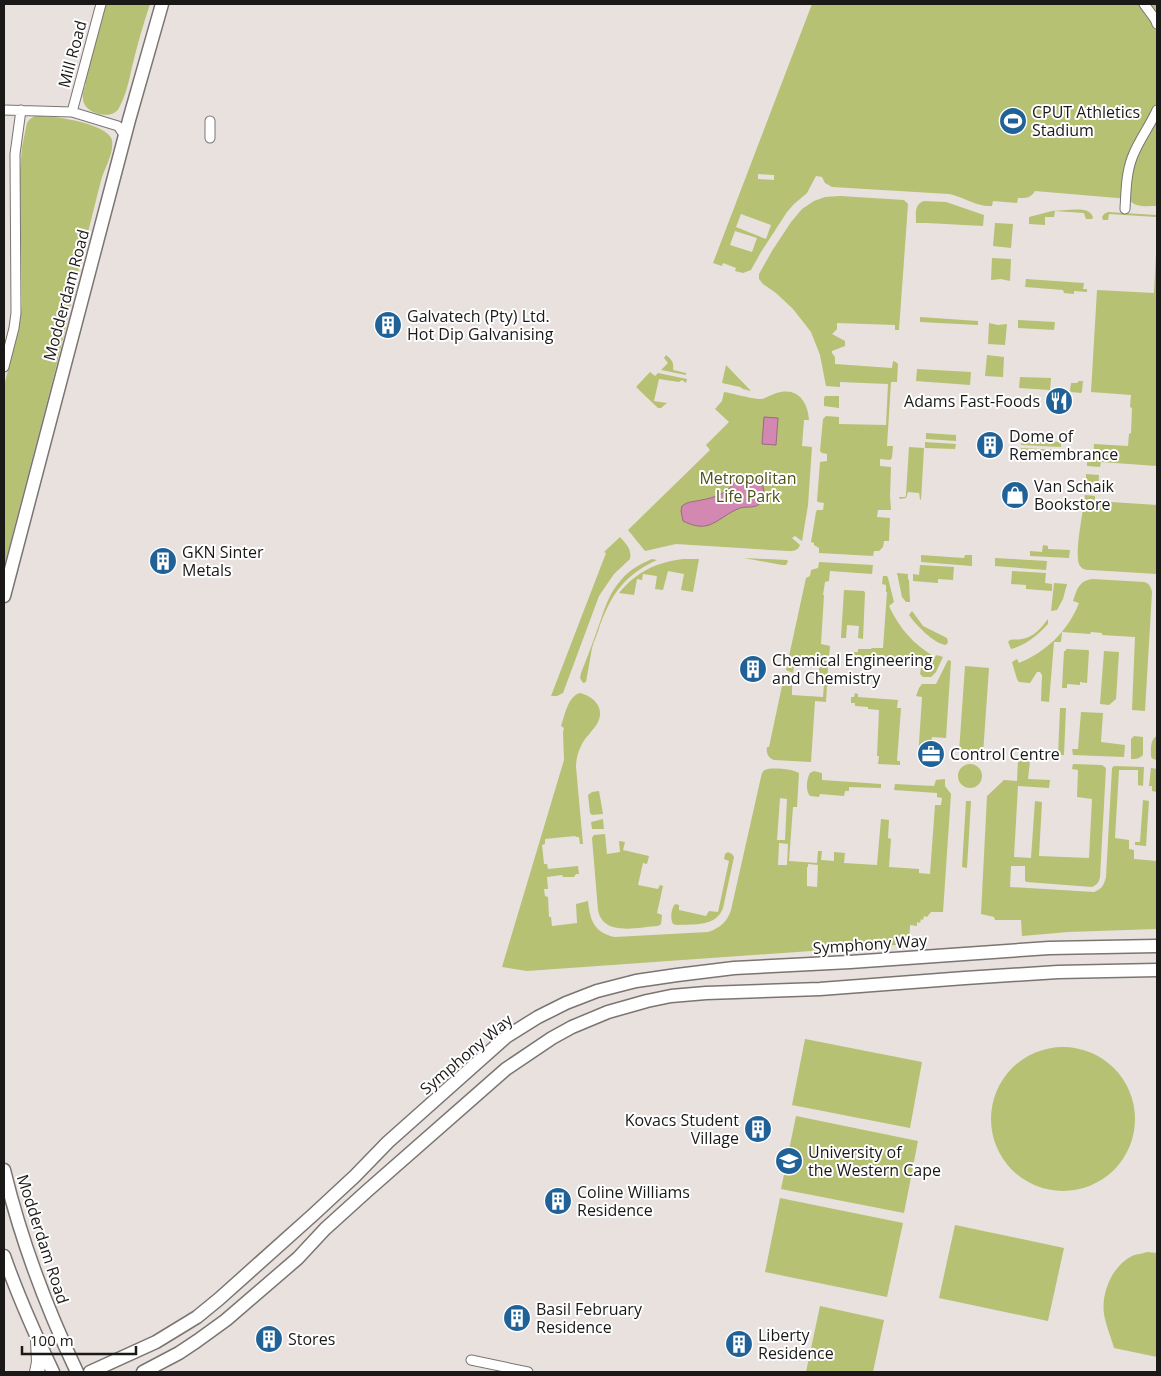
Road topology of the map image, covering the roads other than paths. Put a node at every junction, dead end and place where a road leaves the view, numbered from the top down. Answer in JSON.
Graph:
{"nodes":[{"id":1,"x":101,"y":4,"type":"edge"},
{"id":2,"x":162,"y":4,"type":"edge"},
{"id":3,"x":1144,"y":4,"type":"edge"},
{"id":4,"x":1157,"y":24,"type":"edge"},
{"id":5,"x":4,"y":110,"type":"edge"},
{"id":6,"x":21,"y":110,"type":"junction"},
{"id":7,"x":1157,"y":110,"type":"edge"},
{"id":8,"x":72,"y":112,"type":"junction"},
{"id":9,"x":210,"y":121,"type":"dead end"},
{"id":10,"x":121,"y":131,"type":"junction"},
{"id":11,"x":210,"y":138,"type":"dead end"},
{"id":12,"x":4,"y":154,"type":"edge"},
{"id":13,"x":14,"y":154,"type":"junction"},
{"id":14,"x":1125,"y":209,"type":"dead end"},
{"id":15,"x":4,"y":368,"type":"edge"},
{"id":16,"x":4,"y":596,"type":"edge"},
{"id":17,"x":1157,"y":946,"type":"edge"},
{"id":18,"x":1157,"y":970,"type":"edge"},
{"id":19,"x":4,"y":1170,"type":"edge"},
{"id":20,"x":4,"y":1256,"type":"edge"},
{"id":21,"x":38,"y":1341,"type":"junction"},
{"id":22,"x":471,"y":1360,"type":"dead end"},
{"id":23,"x":37,"y":1372,"type":"edge"},
{"id":24,"x":53,"y":1372,"type":"edge"},
{"id":25,"x":77,"y":1372,"type":"edge"},
{"id":26,"x":90,"y":1372,"type":"edge"},
{"id":27,"x":143,"y":1372,"type":"edge"},
{"id":28,"x":528,"y":1372,"type":"edge"}],
"edges":[{"from":1,"to":8,"type":"street","name":"Mill Road"},
{"from":2,"to":10,"type":"main road","name":"Modderdam Road"},
{"from":3,"to":4,"type":"street"},
{"from":5,"to":6,"type":"street"},
{"from":6,"to":8,"type":"street"},
{"from":6,"to":13,"type":"street"},
{"from":7,"to":14,"type":"street"},
{"from":8,"to":10,"type":"street"},
{"from":9,"to":11,"type":"street"},
{"from":10,"to":16,"type":"main road","name":"Modderdam Road"},
{"from":12,"to":13,"type":"street"},
{"from":13,"to":15,"type":"street"},
{"from":17,"to":26,"type":"main road","name":"Symphony Way"},
{"from":18,"to":27,"type":"main road"},
{"from":19,"to":25,"type":"main road","name":"Modderdam Road"},
{"from":20,"to":21,"type":"main road"},
{"from":21,"to":23,"type":"main road"},
{"from":21,"to":24,"type":"main road"},
{"from":22,"to":28,"type":"street"}]}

## EXERCISE INSTRUCTIONS
When you copy the data above, reproduce each line exactly and skip every image.

## ANSWER TO THIS PROBLEM
Road topology of the map image, covering the roads other than paths. Put a node at every junction, dead end and place where a road leaves the view, numbered from the top down. Answer in JSON.
Graph:
{"nodes":[{"id":1,"x":101,"y":4,"type":"edge"},
{"id":2,"x":162,"y":4,"type":"edge"},
{"id":3,"x":1144,"y":4,"type":"edge"},
{"id":4,"x":1157,"y":24,"type":"edge"},
{"id":5,"x":4,"y":110,"type":"edge"},
{"id":6,"x":21,"y":110,"type":"junction"},
{"id":7,"x":1157,"y":110,"type":"edge"},
{"id":8,"x":72,"y":112,"type":"junction"},
{"id":9,"x":210,"y":121,"type":"dead end"},
{"id":10,"x":121,"y":131,"type":"junction"},
{"id":11,"x":210,"y":138,"type":"dead end"},
{"id":12,"x":4,"y":154,"type":"edge"},
{"id":13,"x":14,"y":154,"type":"junction"},
{"id":14,"x":1125,"y":209,"type":"dead end"},
{"id":15,"x":4,"y":368,"type":"edge"},
{"id":16,"x":4,"y":596,"type":"edge"},
{"id":17,"x":1157,"y":946,"type":"edge"},
{"id":18,"x":1157,"y":970,"type":"edge"},
{"id":19,"x":4,"y":1170,"type":"edge"},
{"id":20,"x":4,"y":1256,"type":"edge"},
{"id":21,"x":38,"y":1341,"type":"junction"},
{"id":22,"x":471,"y":1360,"type":"dead end"},
{"id":23,"x":37,"y":1372,"type":"edge"},
{"id":24,"x":53,"y":1372,"type":"edge"},
{"id":25,"x":77,"y":1372,"type":"edge"},
{"id":26,"x":90,"y":1372,"type":"edge"},
{"id":27,"x":143,"y":1372,"type":"edge"},
{"id":28,"x":528,"y":1372,"type":"edge"}],
"edges":[{"from":1,"to":8,"type":"street","name":"Mill Road"},
{"from":2,"to":10,"type":"main road","name":"Modderdam Road"},
{"from":3,"to":4,"type":"street"},
{"from":5,"to":6,"type":"street"},
{"from":6,"to":8,"type":"street"},
{"from":6,"to":13,"type":"street"},
{"from":7,"to":14,"type":"street"},
{"from":8,"to":10,"type":"street"},
{"from":9,"to":11,"type":"street"},
{"from":10,"to":16,"type":"main road","name":"Modderdam Road"},
{"from":12,"to":13,"type":"street"},
{"from":13,"to":15,"type":"street"},
{"from":17,"to":26,"type":"main road","name":"Symphony Way"},
{"from":18,"to":27,"type":"main road"},
{"from":19,"to":25,"type":"main road","name":"Modderdam Road"},
{"from":20,"to":21,"type":"main road"},
{"from":21,"to":23,"type":"main road"},
{"from":21,"to":24,"type":"main road"},
{"from":22,"to":28,"type":"street"}]}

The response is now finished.